My personal view is that deterministic chaos is neat in toy problems (and a fun challenge for applying the method of manufactured solutions), but in the real world our uncertainties about everything (and the stochastic nature of many of the forcings) swamp the infinitesimals. The thing that makes the dynamics of the climate-policy-science “system” interesting is the tension between giving useful insight to decision makers and ensuring that insight is not overly sensitive to our inescapable uncertainties. Right now, the state of that system is far from equilibrium.[Update: These survey results (courtesy of Roger Pielke Sr) are interesting. They seem to indicate that "climate scientists" view climate prediction as an IVP.

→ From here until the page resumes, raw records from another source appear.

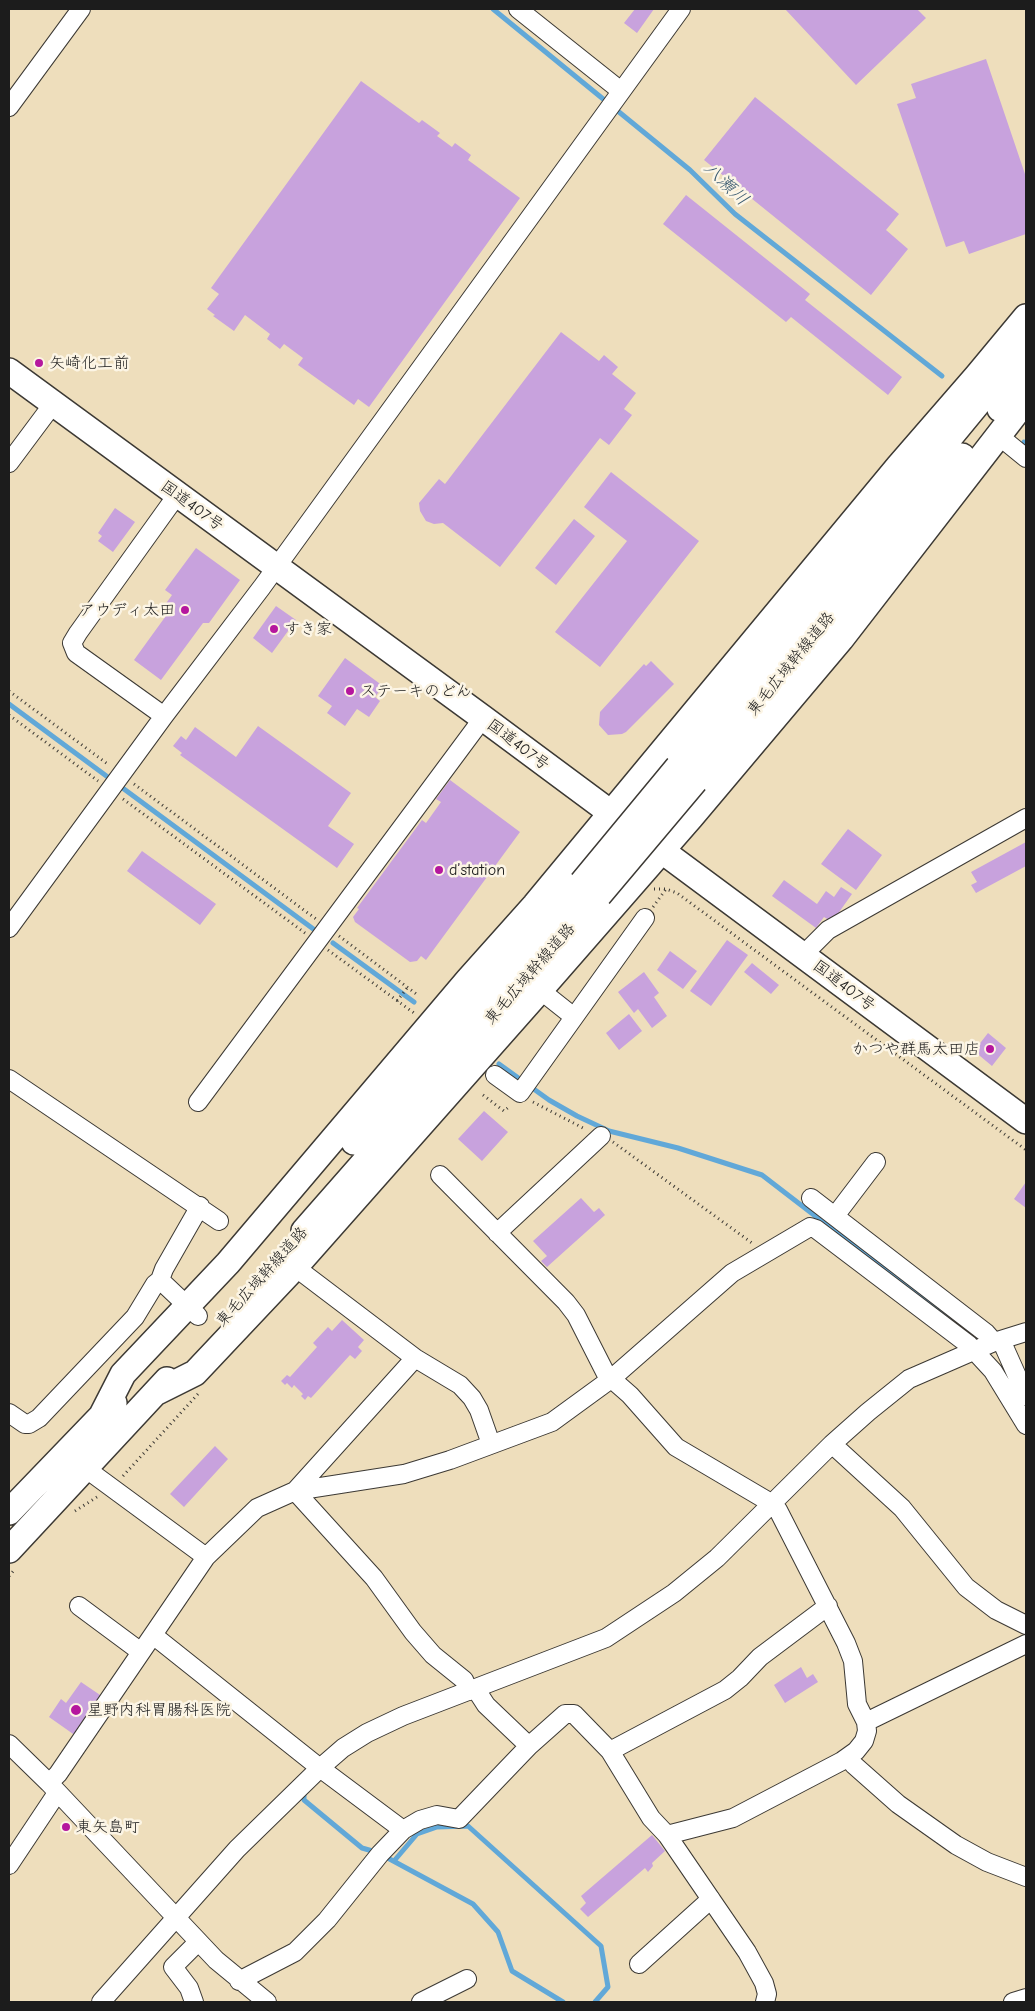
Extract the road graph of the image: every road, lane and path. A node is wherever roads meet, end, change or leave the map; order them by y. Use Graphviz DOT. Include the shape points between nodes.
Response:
graph roads {
  1 [pos="81,9"];
  2 [pos="518,9"];
  3 [pos="681,9"];
  4 [pos="618,95"];
  5 [pos="9,107"];
  6 [pos="1026,317"];
  7 [pos="1026,345"];
  8 [pos="9,371"];
  9 [pos="1026,376"];
  10 [pos="1026,400"];
  11 [pos="53,404"];
  12 [pos="998,436"];
  13 [pos="1026,458"];
  14 [pos="9,463"];
  15 [pos="177,495"];
  16 [pos="275,567"];
  17 [pos="9,691"];
  18 [pos="9,715"];
  19 [pos="164,716"];
  20 [pos="483,718"];
  21 [pos="114,769"];
  22 [pos="687,774"];
  23 [pos="130,780"];
  24 [pos="103,785"];
  25 [pos="118,796"];
  26 [pos="612,814"];
  27 [pos="1026,818"];
  28 [pos="662,851"];
  29 [pos="590,889"];
  30 [pos="666,889"];
  31 [pos="648,895"];
  32 [pos="645,918"];
  33 [pos="9,928"];
  34 [pos="322,935"];
  35 [pos="804,955"];
  36 [pos="407,988"];
  37 [pos="540,990"];
  38 [pos="419,996"];
  39 [pos="398,1001"];
  40 [pos="419,1017"];
  41 [pos="574,1017"];
  42 [pos="495,1075"];
  43 [pos="9,1079"];
  44 [pos="522,1090"];
  45 [pos="483,1095"];
  46 [pos="198,1102"];
  47 [pos="1026,1121"];
  48 [pos="601,1136"];
  49 [pos="1026,1150"];
  50 [pos="876,1162"];
  51 [pos="658,1174"];
  52 [pos="440,1175"];
  53 [pos="811,1198"];
  54 [pos="200,1206"];
  55 [pos="835,1216"];
  56 [pos="219,1221"];
  57 [pos="497,1233"];
  58 [pos="762,1255"];
  59 [pos="295,1267"];
  60 [pos="160,1280"];
  61 [pos="193,1311"];
  62 [pos="1026,1332"];
  63 [pos="997,1341"];
  64 [pos="974,1351"];
  65 [pos="415,1358"];
  66 [pos="611,1379"];
  67 [pos="203,1389"];
  68 [pos="155,1393"];
  69 [pos="1026,1396"];
  70 [pos="9,1413"];
  71 [pos="1026,1425"];
  72 [pos="491,1444"];
  73 [pos="832,1444"];
  74 [pos="85,1468"];
  75 [pos="113,1488"];
  76 [pos="295,1492"];
  77 [pos="771,1503"];
  78 [pos="9,1512"];
  79 [pos="73,1512"];
  80 [pos="15,1556"];
  81 [pos="206,1558"];
  82 [pos="9,1576"];
  83 [pos="79,1606"];
  84 [pos="828,1606"];
  85 [pos="1026,1625"];
  86 [pos="153,1635"];
  87 [pos="1026,1644"];
  88 [pos="141,1652"];
  89 [pos="472,1689"];
  90 [pos="866,1722"];
  91 [pos="529,1746"];
  92 [pos="610,1751"];
  93 [pos="12,1753"];
  94 [pos="848,1757"];
  95 [pos="320,1768"];
  96 [pos="53,1788"];
  97 [pos="403,1830"];
  98 [pos="667,1835"];
  99 [pos="9,1865"];
  100 [pos="1026,1877"];
  101 [pos="711,1899"];
  102 [pos="176,1917"];
  103 [pos="198,1942"];
  104 [pos="639,1964"];
  105 [pos="467,1979"];
  106 [pos="239,1980"];
  107 [pos="1026,1998"];
  108 [pos="433,2000"];
  109 [pos="101,2002"];
  110 [pos="194,2002"];
  111 [pos="267,2002"];
  112 [pos="765,2002"];
  113 [pos="1013,2002"];
  1 -- 5 [label="street"];
  2 -- 4 [label="street"];
  3 -- 4 [label="street"];
  4 -- 16 [label="street"];
  6 -- 26 [label="highway"];
  7 -- 22 [label="highway, 東毛広域幹線道路"];
  8 -- 11 [label="highway, 国道407号"];
  9 -- 22 [label="highway, 東毛広域幹線道路"];
  10 -- 12 [label="highway"];
  11 -- 14 [label="street"];
  11 -- 15 [label="highway, 国道407号"];
  12 -- 13 [label="street"];
  12 -- 28 [label="highway" via="841,639"];
  15 -- 16 [label="highway, 国道407号"];
  15 -- 19 [label="street" via="72,643 76,652"];
  16 -- 19 [label="street"];
  16 -- 20 [label="highway, 国道407号"];
  17 -- 21 [label="path"];
  18 -- 24 [label="path"];
  19 -- 33 [label="street"];
  20 -- 26 [label="highway, 国道407号"];
  20 -- 34 [label="street"];
  22 -- 29 [label="highway, 東毛広域幹線道路, bridge"];
  23 -- 34 [label="path"];
  25 -- 34 [label="path"];
  26 -- 28 [label="highway, 国道407号"];
  26 -- 61 [label="highway" via="235,1256"];
  27 -- 35 [label="street" via="828,930"];
  28 -- 35 [label="highway, 国道407号"];
  28 -- 37 [label="highway"];
  29 -- 61 [label="highway, 東毛広域幹線道路" via="243,1268"];
  29 -- 68 [label="highway, 東毛広域幹線道路" via="256,1285"];
  30 -- 31 [label="path" via="654,889"];
  30 -- 32 [label="path"];
  30 -- 49 [label="path" via="677,893"];
  32 -- 41 [label="street"];
  34 -- 36 [label="path"];
  34 -- 39 [label="path"];
  34 -- 46 [label="street"];
  35 -- 47 [label="highway, 国道407号"];
  36 -- 38 [label="path"];
  36 -- 39 [label="path"];
  37 -- 41 [label="street"];
  37 -- 59 [label="highway"];
  39 -- 40 [label="path"];
  41 -- 44 [label="street"];
  42 -- 44 [label="street" via="520,1094"];
  43 -- 54 [label="street"];
  44 -- 45 [label="path" via="504,1111"];
  48 -- 57 [label="street"];
  50 -- 55 [label="street"];
  51 -- 58 [label="path" via="755,1246"];
  52 -- 57 [label="street"];
  53 -- 55 [label="street"];
  54 -- 56 [label="street"];
  54 -- 60 [label="street"];
  55 -- 63 [label="street"];
  57 -- 66 [label="street" via="566,1302"];
  58 -- 64 [label="street" via="810,1227 816,1229"];
  58 -- 66 [label="street" via="732,1273"];
  59 -- 65 [label="street"];
  59 -- 68 [label="highway" via="196,1372"];
  60 -- 61 [label="street"];
  60 -- 70 [label="street" via="135,1317 40,1418 25,1424"];
  61 -- 78 [label="highway" via="123,1374 102,1415"];
  62 -- 63 [label="street"];
  63 -- 64 [label="street"];
  63 -- 69 [label="street"];
  64 -- 71 [label="street" via="992,1371"];
  64 -- 73 [label="street" via="909,1379"];
  65 -- 72 [label="street" via="460,1385 472,1398"];
  65 -- 76 [label="street"];
  66 -- 72 [label="street" via="552,1422"];
  66 -- 77 [label="street" via="630,1395 676,1447"];
  67 -- 75 [label="path"];
  68 -- 74 [label="highway, 東毛広域幹線道路"];
  72 -- 76 [label="street" via="404,1474"];
  73 -- 77 [label="street"];
  73 -- 85 [label="street" via="902,1508 966,1587 996,1610"];
  74 -- 75 [label="street"];
  74 -- 80 [label="highway, 東毛広域幹線道路"];
  75 -- 79 [label="path"];
  75 -- 81 [label="street"];
  76 -- 81 [label="street" via="256,1508"];
  76 -- 89 [label="street" via="374,1578 433,1655"];
  77 -- 84 [label="street" via="782,1516"];
  77 -- 89 [label="street" via="718,1558 674,1593 606,1638"];
  80 -- 82 [label="path"];
  81 -- 86 [label="street"];
  83 -- 88 [label="street"];
  84 -- 90 [label="street" via="853,1662 857,1704"];
  84 -- 92 [label="street" via="760,1657 725,1690"];
  86 -- 88 [label="street"];
  86 -- 95 [label="street"];
  87 -- 90 [label="street"];
  88 -- 96 [label="street" via="58,1774"];
  89 -- 91 [label="street"];
  89 -- 95 [label="street" via="368,1733 343,1748"];
  90 -- 94 [label="street" via="864,1742"];
  91 -- 92 [label="street" via="565,1714 574,1714"];
  91 -- 97 [label="street" via="459,1819 437,1815"];
  92 -- 98 [label="street" via="651,1818"];
  93 -- 96 [label="street"];
  94 -- 98 [label="street" via="733,1818"];
  94 -- 100 [label="street" via="898,1804 956,1845 987,1862"];
  95 -- 97 [label="street"];
  95 -- 102 [label="street" via="237,1849"];
  96 -- 99 [label="street"];
  96 -- 102 [label="street"];
  97 -- 106 [label="street" via="327,1920 295,1952"];
  98 -- 101 [label="street"];
  101 -- 104 [label="street"];
  101 -- 112 [label="street" via="764,1982"];
  102 -- 103 [label="street"];
  102 -- 109 [label="street"];
  103 -- 106 [label="street"];
  103 -- 110 [label="street" via="173,1967 189,1988"];
  105 -- 108 [label="street"];
  106 -- 111 [label="street"];
  107 -- 113 [label="street"];
}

The question is, 16. How would you rate the ability of global climate models to: (very poor 1 2 3 4 5 6 very good) 16c. model temperature values for the next 10 years 16d. model temperature values for the next 50 years. The mean response for the longer term prediction is actually lower than for the short term prediction (3.7 vs. 4.2), though the difference isn't that big considering the standard deviation.
The comparing the "reproduce observations" questions (16a. and 16b.) with the "predict future values" (16c. and 16d.) goes to the validation question. Would you bet your life on your models predictions?]